After having read the responses to my original posting on this thread, and having thought about it a bit, I may have been failing a few "reality checks" about my perceived implications of the burdens of my medical condition.
I am "chained" to large cities, and I'd rather not be.
I know that Wyoming has sufficiently large cities and hospitals.
But I associate cities and freedom as being mutually exclusive.
Perhaps Wyoming's cities are a bit less repressive than cities of a similar size in other states.
Nevertheless, I am in the slow process of trying to sell my wife on the idea of Wyoming.
(I'll toss that in another post)
If you are in central illinois you are surrounded by civilization at all times. LaSalle/Peru at one time was my
ideal for being in a cityish area without being in an actual city. Unfortunately, Illinois is also kind of dingy by my mindset. Iowa is home, but unfortunately its a home that has become too small since I've been all over
it for too many years and seem to know people who know everyone else.
Wyoming, which I've been to all of once is the middle of nowhere beyond south dakota. It's not totally beyond all civilization, but if diesel gets up to $18 a gallon you had better have a good stash of MREs, smoked and cured wildlife, and know which farmer markets to shop.

You could be hurting for a little while if civilization destabilized, or if yellowstone exploded.

While I mentioned that they have pretty good medical care to patch up the miners and working slobs, I forgot to mention that EMS service in the ass end of nowhere really really sucks. If you screw up and can't cover your own butt for a few hours, you might die. But then, this is the case in Iowa as well if you pick the wrong time of day/week to get hurt.
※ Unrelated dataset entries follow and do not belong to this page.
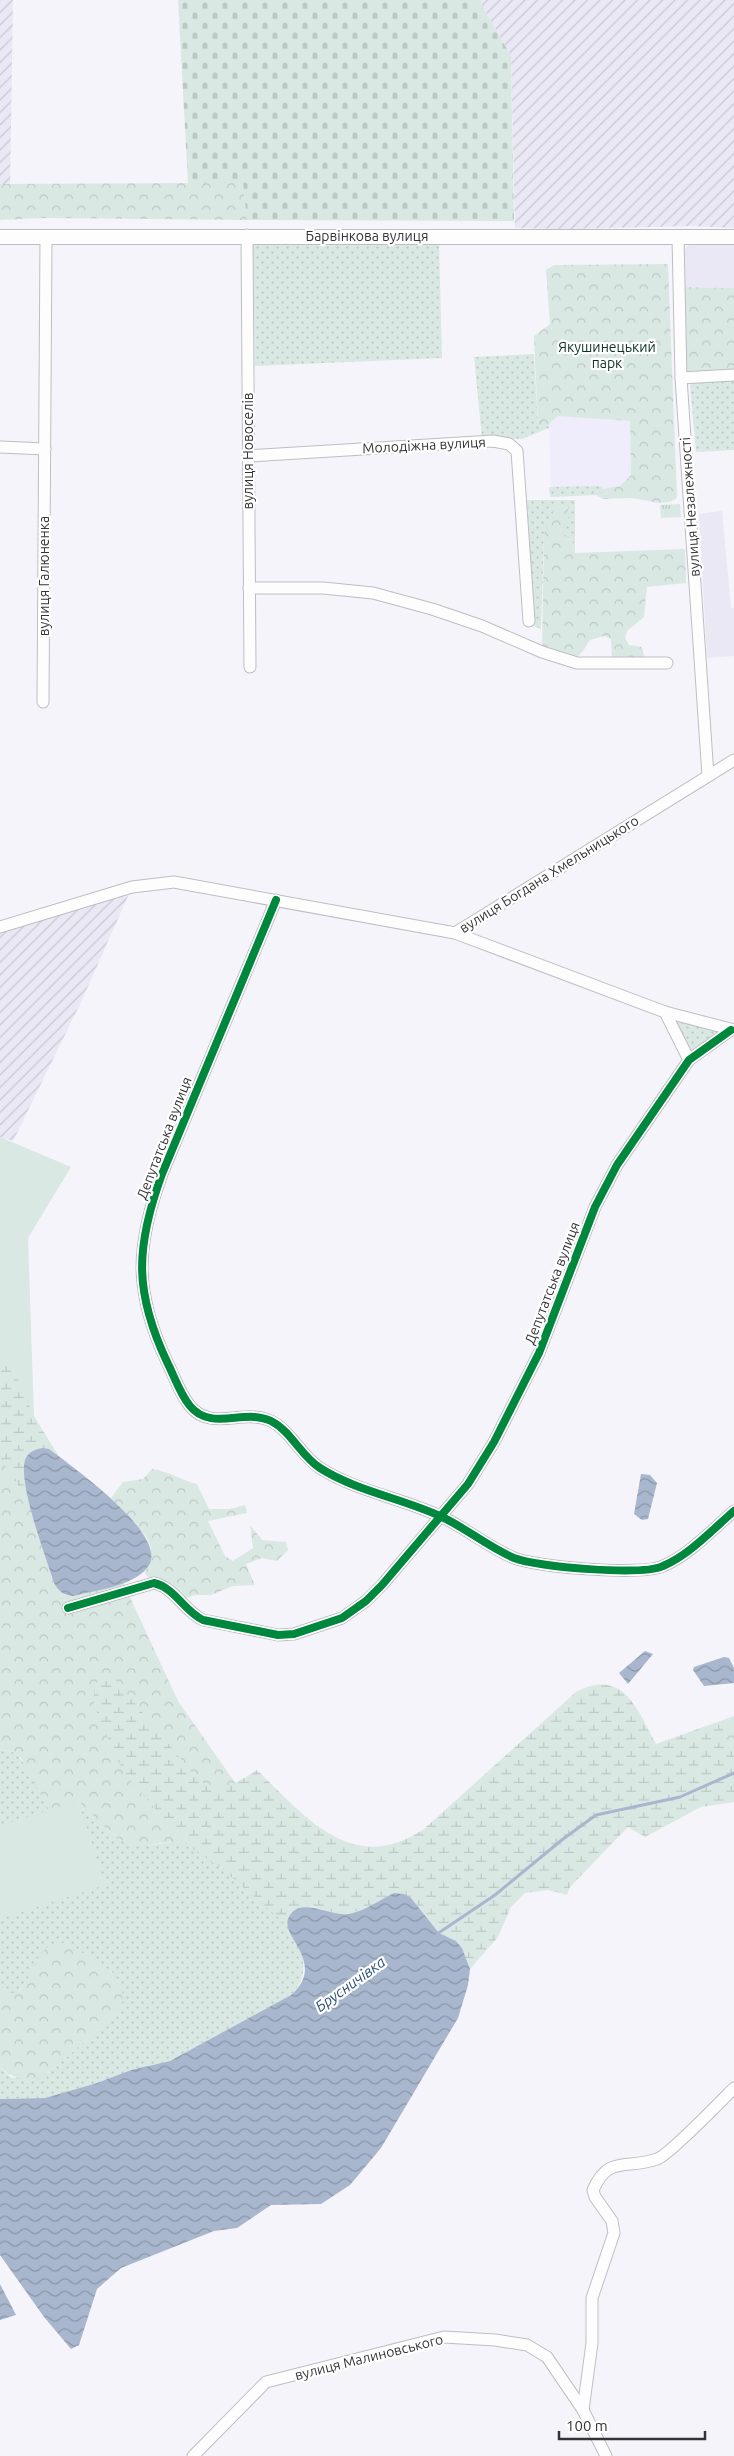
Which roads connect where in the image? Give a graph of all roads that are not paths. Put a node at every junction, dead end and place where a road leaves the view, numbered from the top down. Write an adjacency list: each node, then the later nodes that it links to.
1 (247, 235): 3 (street, Барвінкова вулиця); 4 (street, Барвінкова вулиця); 10 (street, вулиця Новоселів)
2 (0, 237): 3 (street, Барвінкова вулиця)
3 (46, 237): 9 (street, вулиця Галюненка)
4 (678, 237): 5 (street, Барвінкова вулиця); 7 (street, вулиця Незалежності)
5 (734, 237)
6 (734, 375): 7 (street)
7 (681, 378): 17 (street, вулиця Незалежності)
8 (0, 447): 9 (street)
9 (45, 449): 15 (street, вулиця Галюненка)
10 (248, 456): 11 (street, вулиця Новоселів); 12 (street, Молодіжна вулиця)
11 (249, 588): 13 (street); 14 (street, вулиця Новоселів)
12 (530, 621)
13 (667, 663)
14 (250, 667)
15 (43, 702)
16 (734, 760): 17 (street, вулиця Богдана Хмельницького)
17 (708, 776): 20 (street, вулиця Богдана Хмельницького)
18 (276, 900): 19 (street, вулиця Богдана Хмельницького); 20 (street, вулиця Богдана Хмельницького); 25 (street, Депутатська вулиця)
19 (0, 927)
20 (455, 933): 21 (street)
21 (665, 1012): 22 (street); 23 (street)
22 (732, 1030): 23 (street, Депутатська вулиця)
23 (689, 1060): 25 (street, Депутатська вулиця)
24 (734, 1511): 25 (street)
25 (440, 1516): 26 (street, Депутатська вулиця)
26 (68, 1608)
27 (734, 2088): 28 (street)
28 (583, 2410): 29 (street, вулиця Малиновського); 30 (street, вулиця Малиновського)
29 (193, 2456)
30 (606, 2456)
The police dispatcher might laugh her butt off at you if you complain about the cows mooing at odd hours of the night, or the smells from a farmer spraying pig waste all over his fields, or a neighbor dozing his property, dynamiting something, chainsawing trees, or making his own figure 8 track on ten acres and raising hell with his redneck friends on weekends.
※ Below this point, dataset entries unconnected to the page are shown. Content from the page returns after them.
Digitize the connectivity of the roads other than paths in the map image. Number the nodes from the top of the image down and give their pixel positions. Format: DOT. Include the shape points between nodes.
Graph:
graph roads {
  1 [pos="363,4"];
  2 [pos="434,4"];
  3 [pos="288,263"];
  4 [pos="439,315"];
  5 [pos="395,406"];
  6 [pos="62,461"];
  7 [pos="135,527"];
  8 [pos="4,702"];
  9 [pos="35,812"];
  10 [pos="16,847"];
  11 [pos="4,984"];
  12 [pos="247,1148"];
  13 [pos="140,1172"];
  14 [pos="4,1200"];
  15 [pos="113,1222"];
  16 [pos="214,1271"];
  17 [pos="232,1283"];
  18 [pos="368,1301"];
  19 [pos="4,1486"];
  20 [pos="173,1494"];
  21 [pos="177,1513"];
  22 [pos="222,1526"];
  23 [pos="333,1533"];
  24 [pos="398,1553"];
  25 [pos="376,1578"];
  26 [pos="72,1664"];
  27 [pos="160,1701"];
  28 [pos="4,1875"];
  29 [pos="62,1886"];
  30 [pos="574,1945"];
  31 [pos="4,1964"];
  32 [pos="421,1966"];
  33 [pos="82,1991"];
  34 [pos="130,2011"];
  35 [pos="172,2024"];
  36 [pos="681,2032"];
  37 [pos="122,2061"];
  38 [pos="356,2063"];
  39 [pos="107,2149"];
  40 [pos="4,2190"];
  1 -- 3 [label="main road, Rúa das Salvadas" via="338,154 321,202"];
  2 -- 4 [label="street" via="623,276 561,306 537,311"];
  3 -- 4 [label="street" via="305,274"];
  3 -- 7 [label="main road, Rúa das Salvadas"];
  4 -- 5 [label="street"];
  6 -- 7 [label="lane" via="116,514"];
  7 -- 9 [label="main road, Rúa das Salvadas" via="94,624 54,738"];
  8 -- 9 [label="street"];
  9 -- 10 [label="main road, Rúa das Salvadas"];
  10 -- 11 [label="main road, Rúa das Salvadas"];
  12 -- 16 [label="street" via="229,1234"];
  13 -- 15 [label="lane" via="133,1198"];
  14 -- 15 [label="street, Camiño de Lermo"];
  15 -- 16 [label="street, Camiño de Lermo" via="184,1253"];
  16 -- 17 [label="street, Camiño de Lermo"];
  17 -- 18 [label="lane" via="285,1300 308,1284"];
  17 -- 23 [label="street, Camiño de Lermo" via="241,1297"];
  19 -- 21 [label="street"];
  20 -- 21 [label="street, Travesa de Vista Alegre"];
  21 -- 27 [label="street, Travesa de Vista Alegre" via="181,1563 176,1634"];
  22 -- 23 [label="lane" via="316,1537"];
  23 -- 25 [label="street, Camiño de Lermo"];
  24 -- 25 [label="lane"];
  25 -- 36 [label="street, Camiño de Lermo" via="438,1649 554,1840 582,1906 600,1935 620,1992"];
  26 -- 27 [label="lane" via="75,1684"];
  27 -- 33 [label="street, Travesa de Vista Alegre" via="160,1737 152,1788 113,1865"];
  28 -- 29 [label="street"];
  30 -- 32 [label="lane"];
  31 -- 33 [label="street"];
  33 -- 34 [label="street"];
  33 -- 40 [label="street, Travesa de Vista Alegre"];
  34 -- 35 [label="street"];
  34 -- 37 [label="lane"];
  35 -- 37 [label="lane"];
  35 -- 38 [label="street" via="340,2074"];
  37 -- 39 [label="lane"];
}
Forget complaining to anyone about anything less than actual emergencies involving fire, death, flash floods, and tornadoes.
Freedom means you can do a lot without someone trying to say you can't do it because it annoys them, it also means you are free to be so stupid that you can get killed without someone noticing. In a town of some size, say 12,000-60,000, forget about it, avoid chainsawing into a major arterial area on sundays and you should be fine.

But when it comes to finding that "dream house" 30 miles and two 8,000 foot passes through the mountains away from civilization, you might want to ponder over the implications just a tad.